Traditional interview questions are those that employers are most likely to ask, and practicing the answers to these questions will help you seem well-prepared and confident during the interview. While you don't want to memorize specific answers — an employer may not ask the exact questions you anticipate, and memorized answers sound less sincere — answering questions in interview role-play situations with a trusted friend or mentor helps you discover your interview strengths and weaknesses and work on areas where you stutter or fall short on an answer.
Check out theses 63 traditional interview questions you might get below, and then visit our database of common job interview questions for more inspiration for your interview practice sessions.
Traditional Interview Questions About Yourself
- How would you describe yourself?
- Why did you leave your last job?
- Why did you choose this career?
- What's more important to you — the work itself or how much you're paid for doing it?
- What do you consider to be your greatest strengths and weaknesses?
- How would a good friend describe you?
- What motivates you to go the extra mile on a project or job?
- Do you have any hobbies?
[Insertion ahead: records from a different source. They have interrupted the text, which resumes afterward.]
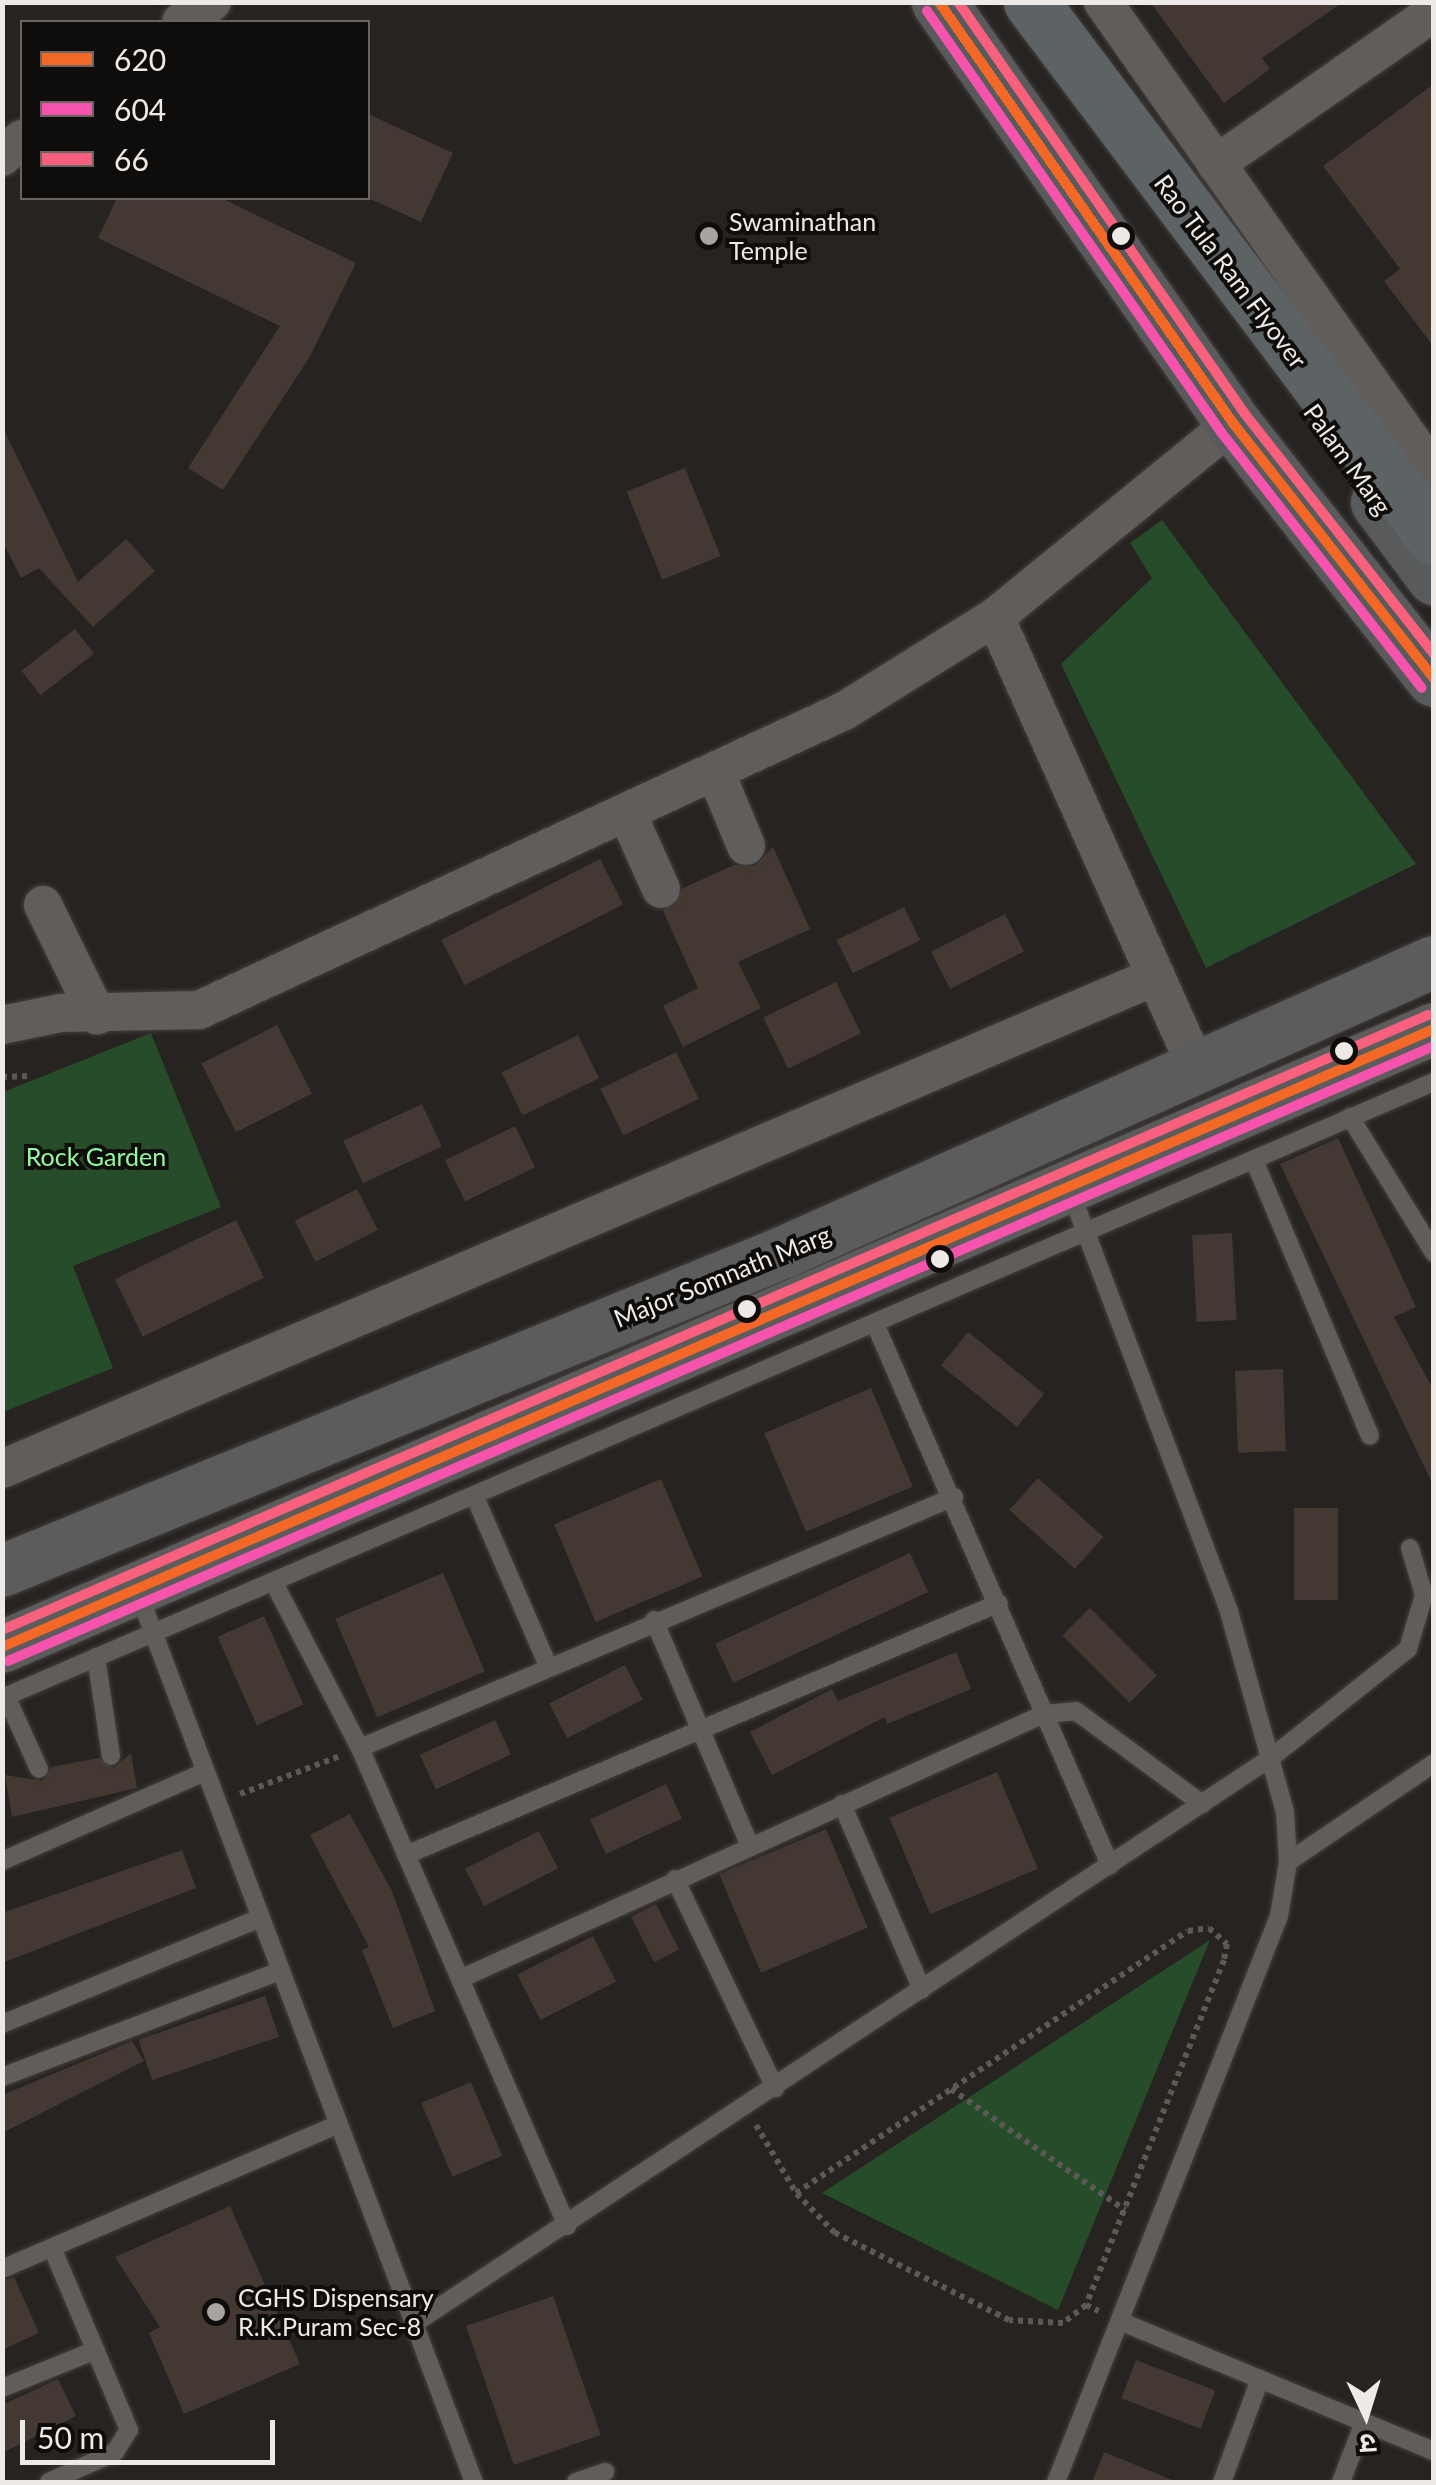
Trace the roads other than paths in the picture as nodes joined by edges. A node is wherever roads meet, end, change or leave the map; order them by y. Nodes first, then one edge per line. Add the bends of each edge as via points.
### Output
1 (212, 2) edge
2 (939, 2) edge
3 (1014, 2) edge
4 (1031, 2) edge
5 (1103, 2) edge
6 (1434, 12) edge
7 (184, 20) edge
8 (1216, 164) junction
9 (1233, 423) junction
10 (1434, 472) edge
11 (1434, 538) edge
12 (1434, 577) edge
13 (995, 617) junction
14 (1434, 679) edge
15 (715, 772) junction
16 (627, 812) junction
17 (746, 846) dead end
18 (661, 889) dead end
19 (43, 906) dead end
20 (1431, 972) edge
21 (1156, 976) junction
22 (97, 1015) junction
23 (2, 1024) edge
24 (1434, 1029) edge
25 (1197, 1068) junction
26 (1434, 1082) edge
27 (1350, 1117) junction
28 (1254, 1160) junction
29 (1078, 1213) junction
30 (1434, 1253) edge
31 (876, 1326) junction
32 (1370, 1436) dead end
33 (2, 1469) edge
34 (954, 1497) junction
35 (475, 1498) junction
36 (1410, 1548) dead end
37 (2, 1571) edge
38 (274, 1583) junction
39 (999, 1603) junction
40 (145, 1612) junction
41 (654, 1620) junction
42 (96, 1657) junction
43 (548, 1666) junction
44 (4, 1680) edge
45 (1044, 1714) junction
46 (700, 1730) junction
47 (360, 1748) junction
48 (112, 1756) dead end
49 (1272, 1757) junction
50 (1434, 1763) edge
51 (39, 1769) dead end
52 (205, 1772) junction
53 (842, 1804) junction
54 (1202, 1804) junction
55 (750, 1846) junction
56 (406, 1855) junction
57 (2, 1861) edge
58 (1288, 1862) junction
59 (1110, 1865) junction
60 (675, 1879) junction
61 (260, 1918) junction
62 (279, 1970) junction
63 (460, 1979) junction
64 (922, 1990) junction
65 (2, 2024) edge
66 (2, 2077) edge
67 (775, 2088) junction
68 (336, 2125) junction
69 (568, 2226) junction
70 (52, 2248) junction
71 (2, 2268) edge
72 (1122, 2322) junction
73 (415, 2323) junction
74 (96, 2350) junction
75 (1260, 2379) junction
76 (2, 2388) edge
77 (1364, 2422) junction
78 (1434, 2451) edge
79 (605, 2472) dead end
80 (49, 2482) edge
81 (474, 2482) edge
82 (576, 2482) edge
83 (1056, 2482) edge
84 (1222, 2482) edge
85 (1341, 2482) edge

1 - 7 street
2 - 9 main road
3 - 12 main road, Palam Marg
4 - 11 highway, Rao Tula Ram Flyover
5 - 8 street
6 - 8 street
8 - 10 street
9 - 13 street
9 - 14 main road
13 - 15 street via 900,681
13 - 21 street
15 - 16 street
15 - 17 street
16 - 18 street
16 - 22 street via 198,1010
19 - 22 street
20 - 25 street, Major Somnath Marg
21 - 25 street
21 - 33 street
22 - 23 street
24 - 29 street
25 - 37 street, Major Somnath Marg via 780,1254
26 - 27 lane
27 - 28 lane
27 - 30 lane
28 - 29 lane
28 - 32 lane
29 - 31 lane
29 - 40 street
29 - 49 lane via 1199,1522
31 - 34 lane
31 - 35 lane
34 - 39 lane
34 - 41 lane
35 - 38 lane
35 - 43 lane
36 - 49 lane via 1424,1596 1408,1648
38 - 40 lane
38 - 47 lane
39 - 45 lane
39 - 46 lane
40 - 42 lane
40 - 44 street
40 - 52 lane
41 - 43 lane
41 - 46 lane
42 - 44 lane
42 - 48 lane
43 - 47 lane
44 - 51 lane
45 - 53 lane
45 - 54 lane via 1076,1711
45 - 59 lane
46 - 55 lane
46 - 56 lane
47 - 56 lane
49 - 54 lane
49 - 58 lane
50 - 58 lane
52 - 57 lane
52 - 61 lane
53 - 55 lane
53 - 64 lane
54 - 59 lane
55 - 60 lane
56 - 63 lane
58 - 72 lane via 1279,1916
59 - 64 lane
60 - 63 lane
60 - 67 lane
61 - 62 lane
61 - 65 lane
62 - 66 lane
62 - 68 lane
63 - 69 lane
64 - 67 lane
67 - 69 lane
68 - 70 lane
68 - 73 lane
69 - 73 lane
70 - 71 lane
70 - 74 lane
72 - 75 lane
72 - 83 lane
73 - 81 lane
74 - 76 lane
74 - 80 lane via 128,2438
75 - 77 lane
75 - 84 lane
77 - 78 lane
77 - 85 lane
79 - 82 lane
What do you do in your spare time?
- Have you ever been fired or forced to resign?
- Which is more important: creativity or efficiency? Why?
- What's the most recent book you've read?
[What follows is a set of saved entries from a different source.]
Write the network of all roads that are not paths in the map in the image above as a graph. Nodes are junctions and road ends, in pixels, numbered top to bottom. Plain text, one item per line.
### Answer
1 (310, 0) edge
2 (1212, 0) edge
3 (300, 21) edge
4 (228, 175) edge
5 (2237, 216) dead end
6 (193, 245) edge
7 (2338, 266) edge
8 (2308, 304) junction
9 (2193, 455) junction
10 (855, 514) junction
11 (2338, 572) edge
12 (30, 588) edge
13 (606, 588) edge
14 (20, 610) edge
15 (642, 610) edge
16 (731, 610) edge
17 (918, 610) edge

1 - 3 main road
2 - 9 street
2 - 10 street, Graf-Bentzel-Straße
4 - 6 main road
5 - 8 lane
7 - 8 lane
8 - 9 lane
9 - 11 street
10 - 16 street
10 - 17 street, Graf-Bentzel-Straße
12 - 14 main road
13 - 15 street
- Do you have plans for continued study? An advanced degree?
- In what kind of work environment are you most comfortable?
Traditional Interview Questions About Your Experience
- Can you explain this gap in your employment history?
- What would your last boss say about your work performance?
- Describe the best job you've ever had.
- Describe the best supervisor you've ever had.
- Describe the workload in your current (or most recent) job.
- How do you work under pressure?
- How do you like to be managed?
- What's one of the hardest decisions you've ever had to make?
- How well do you adapt to new situations?
- What major problem have you encountered and how did you deal with it?
- What one lesson you've learned from a mistake you've made?
- What have you accomplished that shows your initiative and willingness to work?
Traditional Interview Questions About Your Goals
- What are your long-range and short-range goals and objectives?
- What do you see yourself doing five years from now? Ten years from now?
- What do you really want to do in life?
- How do you plan to achieve your career goals?
- What are the most important rewards you expect in your career?
- What do you expect to be earning in five years?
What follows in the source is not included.